🤖 AI Summary
This study addresses two critical challenges in combating illegal ivory trade: the difficulty of reconstructing criminal networks and the scarcity of DNA evidence. We introduce, for the first time, AI-driven handwriting analysis into wildlife forensics as a scalable, low-cost end-to-end framework. Our method employs object detection models to localize handwritten annotations on seized ivory photographs, then leverages multimodal AI tools for automated labeling and semantic description. Trained and evaluated on 6,085 images from eight major seizure cases spanning six years, the system identified 184 high-frequency “signature marks” among over 17,000 annotations; notably, 20 mark types recurred across multiple cases, enabling cross-case forensic linkage via handwriting similarity. This approach directly complements and extends conventional DNA-based tracing—particularly where biological material is degraded or unavailable—and establishes a novel digital forensic paradigm for transnational wildlife crime investigation.
📝 Abstract
The transnational ivory trade continues to drive the decline of elephant populations across Africa, and trafficking networks remain difficult to disrupt. Tusks seized by law enforcement officials carry forensic information on the traffickers responsible for their export, including DNA evidence and handwritten markings made by traffickers.
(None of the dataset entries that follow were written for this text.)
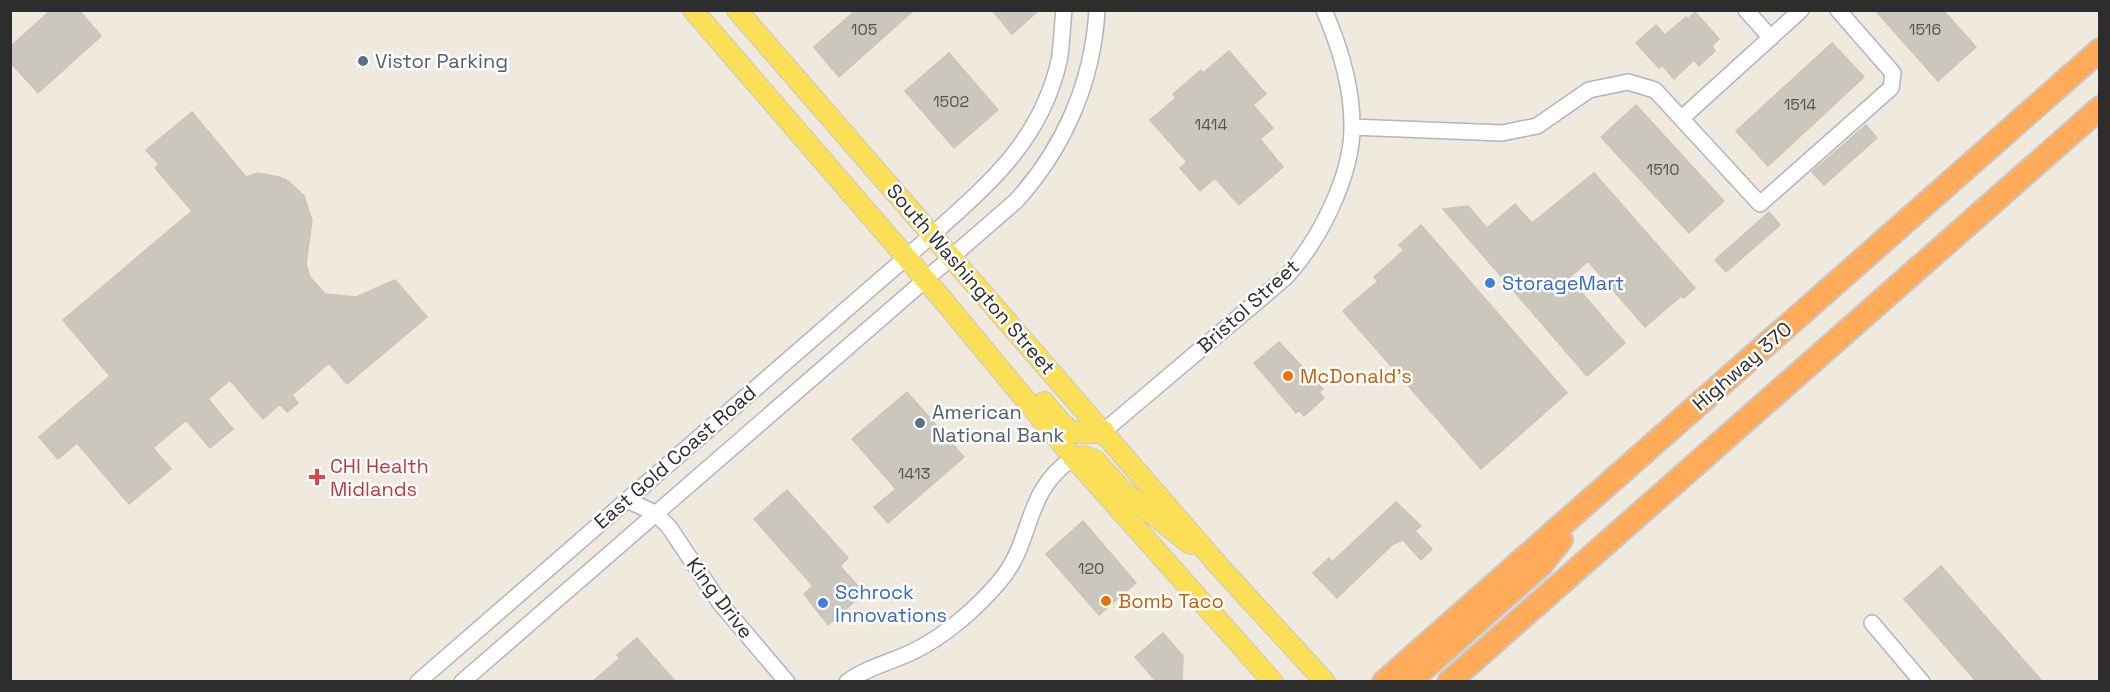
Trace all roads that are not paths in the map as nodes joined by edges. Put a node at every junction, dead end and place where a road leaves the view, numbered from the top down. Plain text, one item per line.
1 (693, 10) edge
2 (737, 10) edge
3 (1064, 10) edge
4 (1096, 10) edge
5 (1324, 10) edge
6 (1746, 10) edge
7 (1801, 10) edge
8 (1838, 10) edge
9 (1771, 38) junction
10 (2100, 50) edge
11 (2100, 108) edge
12 (1683, 117) junction
13 (1353, 127) junction
14 (933, 234) junction
15 (951, 256) junction
16 (905, 257) junction
17 (925, 280) junction
18 (977, 341) junction
19 (1104, 431) junction
20 (1073, 458) junction
21 (644, 484) junction
22 (1599, 492) junction
23 (627, 500) junction
24 (655, 513) junction
25 (1219, 566) junction
26 (1872, 622) dead end
27 (418, 681) edge
28 (462, 681) edge
29 (787, 681) edge
30 (847, 681) edge
31 (1274, 681) edge
32 (1325, 681) edge
33 (1384, 681) edge
34 (1409, 681) edge
35 (1449, 681) edge
36 (1922, 681) edge

1 - 16 main road, South Washington Street
2 - 14 main road, South Washington Street
3 - 14 street, East Gold Coast Road
4 - 15 street, East Gold Coast Road
5 - 13 street, Bristol Street
6 - 9 street
7 - 9 street
8 - 12 street
9 - 12 street
10 - 22 highway, Highway 370
11 - 35 highway
12 - 13 street
13 - 19 street, Bristol Street
14 - 15 main road, South Washington Street
14 - 16 street, East Gold Coast Road
15 - 17 street, East Gold Coast Road
15 - 19 main road, South Washington Street
16 - 17 main road, South Washington Street
16 - 21 street, East Gold Coast Road
17 - 18 main road, South Washington Street
17 - 24 street, East Gold Coast Road
18 - 19 main road
18 - 20 main road, South Washington Street
19 - 25 main road, South Washington Street
20 - 25 main road
20 - 30 street
20 - 31 main road, South Washington Street
21 - 23 street, East Gold Coast Road
21 - 24 street, King Drive
22 - 33 highway, Highway 370
22 - 34 highway
23 - 24 street, King Drive
23 - 27 street, East Gold Coast Road
24 - 28 street, East Gold Coast Road
24 - 29 street, King Drive
25 - 32 main road, South Washington Street
26 - 36 street

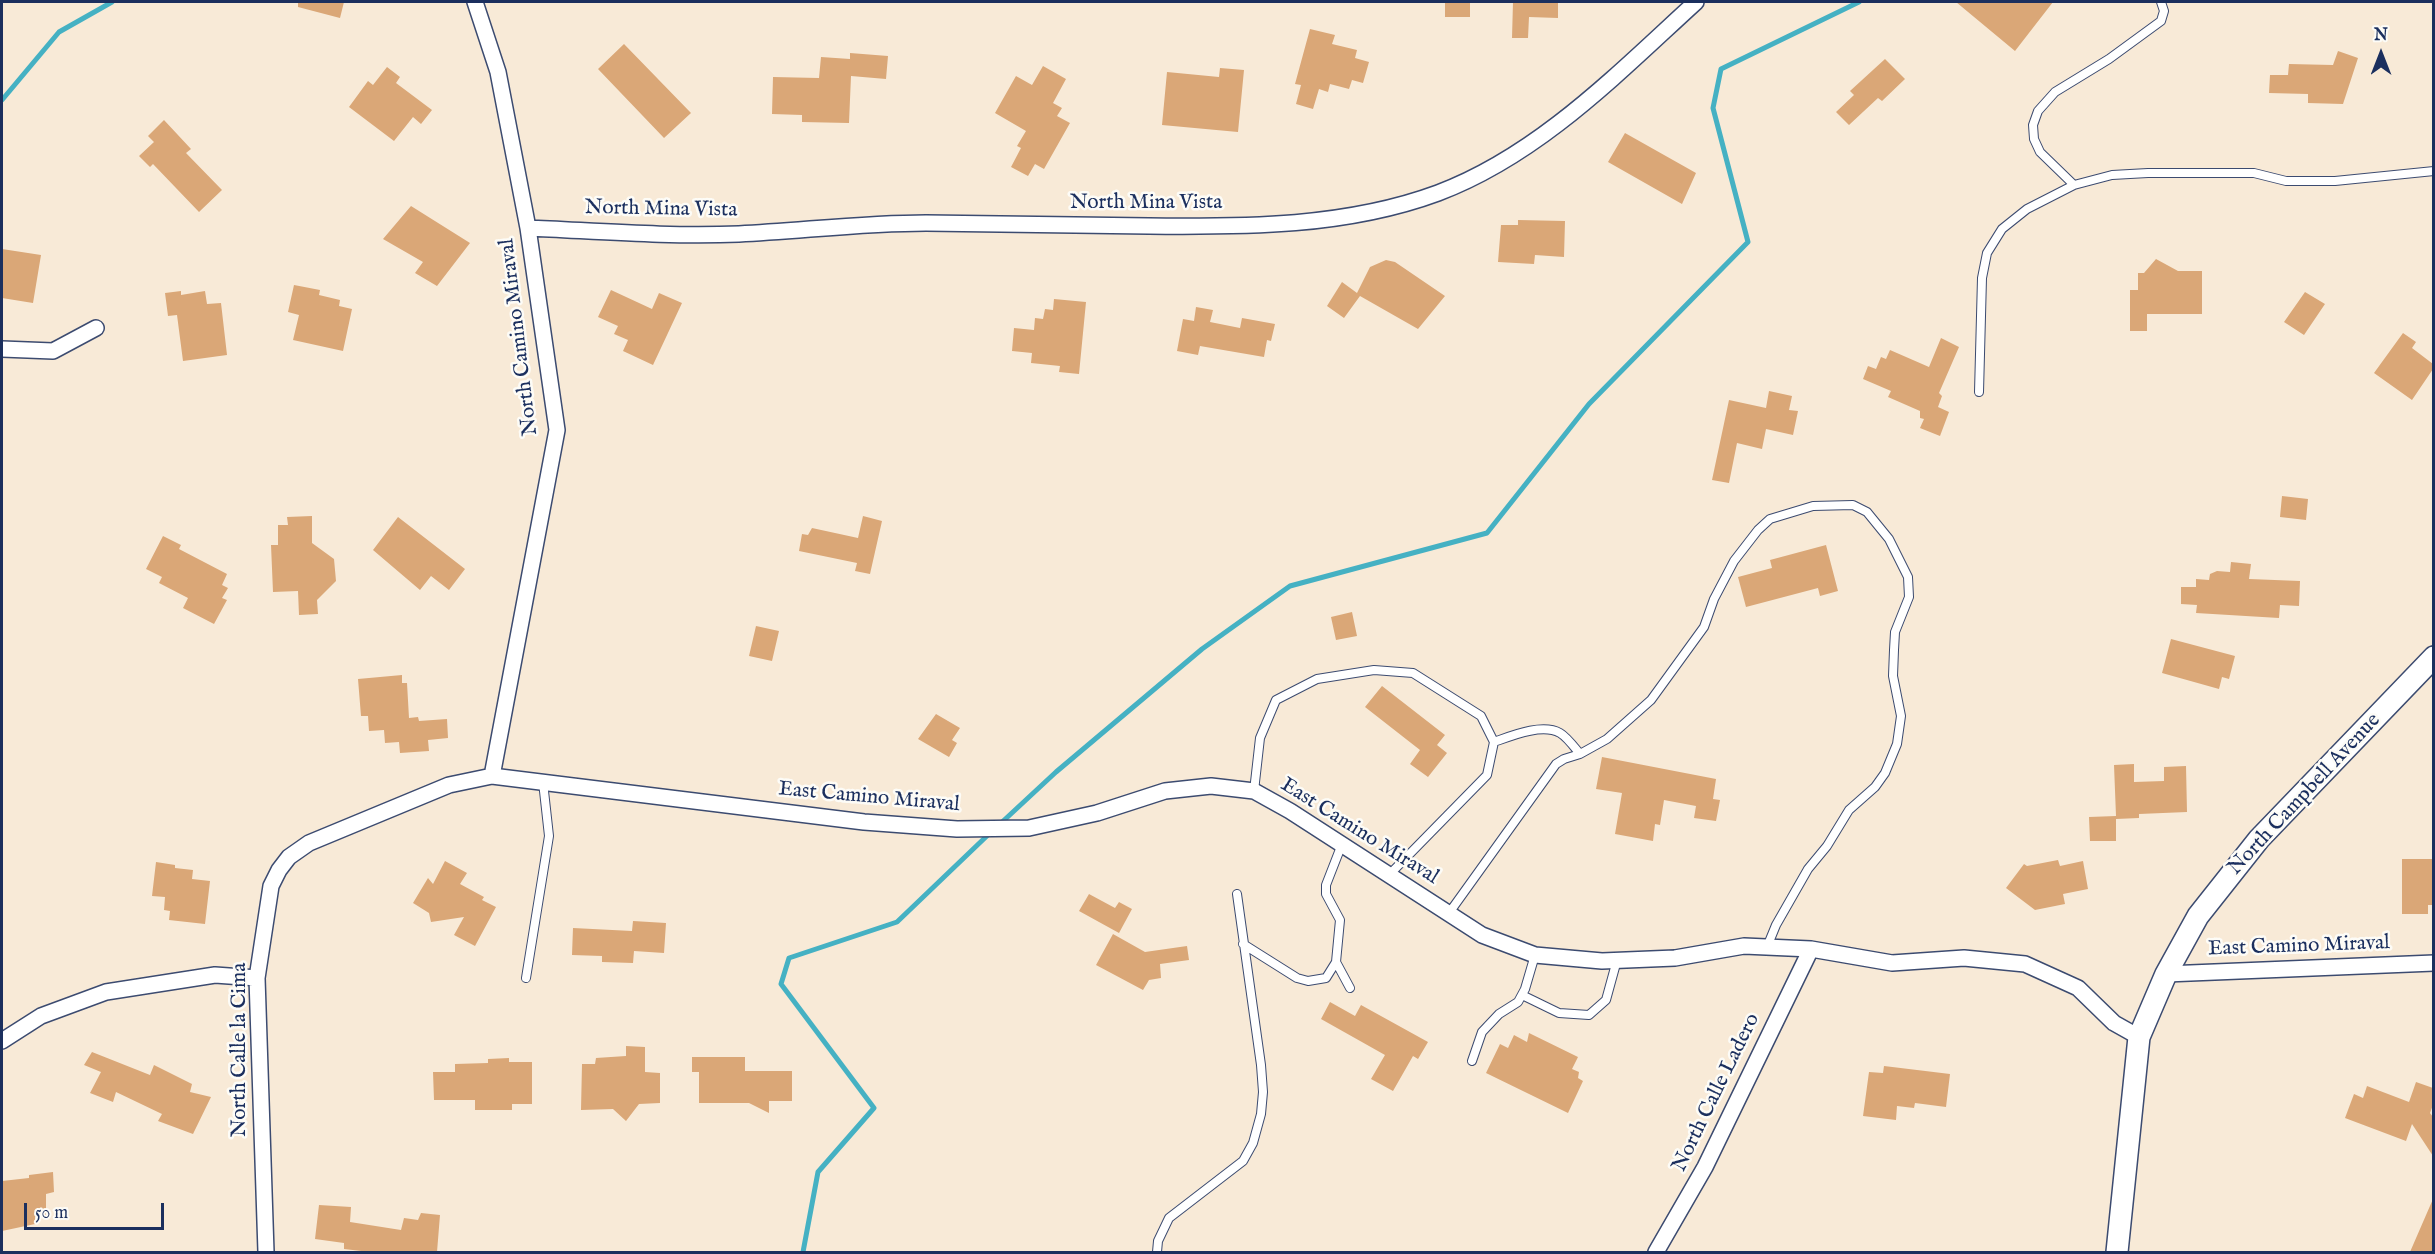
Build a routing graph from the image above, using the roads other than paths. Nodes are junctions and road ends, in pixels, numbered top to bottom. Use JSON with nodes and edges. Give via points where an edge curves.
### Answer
{"nodes":[{"id":1,"x":475,"y":2,"type":"edge"},
{"id":2,"x":1696,"y":2,"type":"edge"},
{"id":3,"x":2161,"y":2,"type":"edge"},
{"id":4,"x":2433,"y":171,"type":"edge"},
{"id":5,"x":2074,"y":186,"type":"junction"},
{"id":6,"x":528,"y":228,"type":"junction"},
{"id":7,"x":96,"y":328,"type":"dead end"},
{"id":8,"x":2,"y":349,"type":"edge"},
{"id":9,"x":1979,"y":392,"type":"dead end"},
{"id":10,"x":2433,"y":657,"type":"edge"},
{"id":11,"x":1494,"y":742,"type":"junction"},
{"id":12,"x":1580,"y":754,"type":"junction"},
{"id":13,"x":492,"y":776,"type":"junction"},
{"id":14,"x":543,"y":782,"type":"junction"},
{"id":15,"x":1254,"y":791,"type":"junction"},
{"id":16,"x":1342,"y":844,"type":"junction"},
{"id":17,"x":1389,"y":875,"type":"junction"},
{"id":18,"x":1237,"y":894,"type":"dead end"},
{"id":19,"x":1449,"y":914,"type":"junction"},
{"id":20,"x":1243,"y":944,"type":"junction"},
{"id":21,"x":1767,"y":947,"type":"junction"},
{"id":22,"x":1811,"y":950,"type":"junction"},
{"id":23,"x":1535,"y":955,"type":"junction"},
{"id":24,"x":1617,"y":960,"type":"junction"},
{"id":25,"x":1336,"y":962,"type":"junction"},
{"id":26,"x":2433,"y":963,"type":"edge"},
{"id":27,"x":2166,"y":974,"type":"junction"},
{"id":28,"x":257,"y":978,"type":"junction"},
{"id":29,"x":526,"y":978,"type":"dead end"},
{"id":30,"x":1350,"y":988,"type":"dead end"},
{"id":31,"x":1522,"y":995,"type":"junction"},
{"id":32,"x":2139,"y":1037,"type":"junction"},
{"id":33,"x":2,"y":1041,"type":"edge"},
{"id":34,"x":1472,"y":1061,"type":"dead end"},
{"id":35,"x":266,"y":1252,"type":"edge"},
{"id":36,"x":1157,"y":1252,"type":"edge"},
{"id":37,"x":1656,"y":1252,"type":"edge"},
{"id":38,"x":2117,"y":1252,"type":"edge"}],
"edges":[{"from":1,"to":6,"type":"street","name":"North Camino Miraval","via":[[498,72]]},
{"from":2,"to":6,"type":"street","name":"North Mina Vista","via":[[1550,130],[1512,156],[1436,194],[1318,221],[1212,226],[890,224],[739,234]]},
{"from":3,"to":5,"type":"lane","via":[[2161,21],[2055,92],[2038,111],[2033,125],[2040,152]]},
{"from":4,"to":5,"type":"lane","via":[[2286,182],[2254,173],[2148,173],[2112,175]]},
{"from":5,"to":9,"type":"lane","via":[[2027,209],[2002,229],[1987,253],[1982,278]]},
{"from":6,"to":13,"type":"street","name":"North Camino Miraval","via":[[556,430]]},
{"from":7,"to":8,"type":"street","via":[[53,351]]},
{"from":10,"to":27,"type":"main road","name":"North Campbell Avenue","via":[[2259,839],[2198,916]]},
{"from":11,"to":12,"type":"lane","via":[[1537,730],[1560,733]]},
{"from":11,"to":15,"type":"lane","via":[[1481,716],[1413,673],[1374,670],[1317,679],[1276,700],[1260,738]]},
{"from":11,"to":17,"type":"lane","via":[[1487,775]]},
{"from":12,"to":19,"type":"lane","via":[[1556,764]]},
{"from":12,"to":21,"type":"lane","via":[[1615,733],[1651,700],[1704,627],[1734,561],[1770,519],[1813,506],[1853,505],[1867,512],[1889,539],[1908,577],[1910,597],[1896,632],[1894,650],[1893,676],[1901,716],[1897,744],[1885,773],[1849,810],[1808,869]]},
{"from":13,"to":14,"type":"street","name":"East Camino Miraval"},
{"from":13,"to":28,"type":"street","name":"North Calle la Cima","via":[[449,784],[309,843],[289,857],[271,886]]},
{"from":14,"to":15,"type":"street","name":"East Camino Miraval","via":[[864,822],[957,829],[1029,828],[1097,813],[1165,791],[1211,786]]},
{"from":14,"to":29,"type":"lane","via":[[549,836]]},
{"from":15,"to":16,"type":"street","name":"East Camino Miraval"},
{"from":16,"to":17,"type":"street","name":"East Camino Miraval"},
{"from":16,"to":25,"type":"lane","via":[[1326,885],[1326,894],[1340,920]]},
{"from":17,"to":19,"type":"street","name":"East Camino Miraval"},
{"from":18,"to":20,"type":"lane"},
{"from":19,"to":23,"type":"street","name":"East Camino Miraval","via":[[1482,935]]},
{"from":20,"to":25,"type":"lane","via":[[1308,981],[1326,978]]},
{"from":20,"to":36,"type":"lane","via":[[1263,1092],[1253,1143],[1243,1161],[1169,1218]]},
{"from":21,"to":22,"type":"street","name":"East Camino Miraval"},
{"from":21,"to":24,"type":"street","name":"East Camino Miraval"},
{"from":22,"to":32,"type":"street","name":"East Camino Miraval","via":[[1892,963],[1964,958],[2025,964],[2078,988],[2114,1023]]},
{"from":22,"to":37,"type":"street","name":"North Calle Ladero","via":[[1705,1167]]},
{"from":23,"to":24,"type":"street","name":"East Camino Miraval"},
{"from":23,"to":31,"type":"lane"},
{"from":24,"to":31,"type":"lane","via":[[1606,1000],[1589,1015],[1559,1013]]},
{"from":25,"to":30,"type":"lane"},
{"from":26,"to":27,"type":"street","name":"East Camino Miraval"},
{"from":27,"to":32,"type":"main road","name":"North Campbell Avenue"},
{"from":28,"to":33,"type":"street","via":[[215,975],[106,992],[41,1016]]},
{"from":28,"to":35,"type":"street","name":"North Calle la Cima"},
{"from":31,"to":34,"type":"lane","via":[[1482,1032]]},
{"from":32,"to":38,"type":"main road","name":"North Campbell Avenue"}]}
For 20 years, analyses of tusk DNA have identified where elephants were poached and established connections among shipments of ivory. While the links established using genetic evidence are extremely conclusive, genetic data is expensive and sometimes impossible to obtain. But though handwritten markings are easy to photograph, they are rarely documented or analyzed. Here, we present an AI-driven pipeline for extracting and analyzing handwritten markings on seized elephant tusks, offering a novel, scalable, and low-cost source of forensic evidence. Having collected 6,085 photographs from eight large seizures of ivory over a 6-year period (2014-2019), we used an object detection model to extract over 17,000 individual markings, which were then labeled and described using state-of-the-art AI tools. We identified 184 recurring "signature markings" that connect the tusks on which they appear. 20 signature markings were observed in multiple seizures, establishing forensic links between these seizures through traffickers involved in both shipments. This work complements other investigative techniques by filling in gaps where other data sources are unavailable. The study demonstrates the transformative potential of AI in wildlife forensics and highlights practical steps for integrating handwriting analysis into efforts to disrupt organized wildlife crime.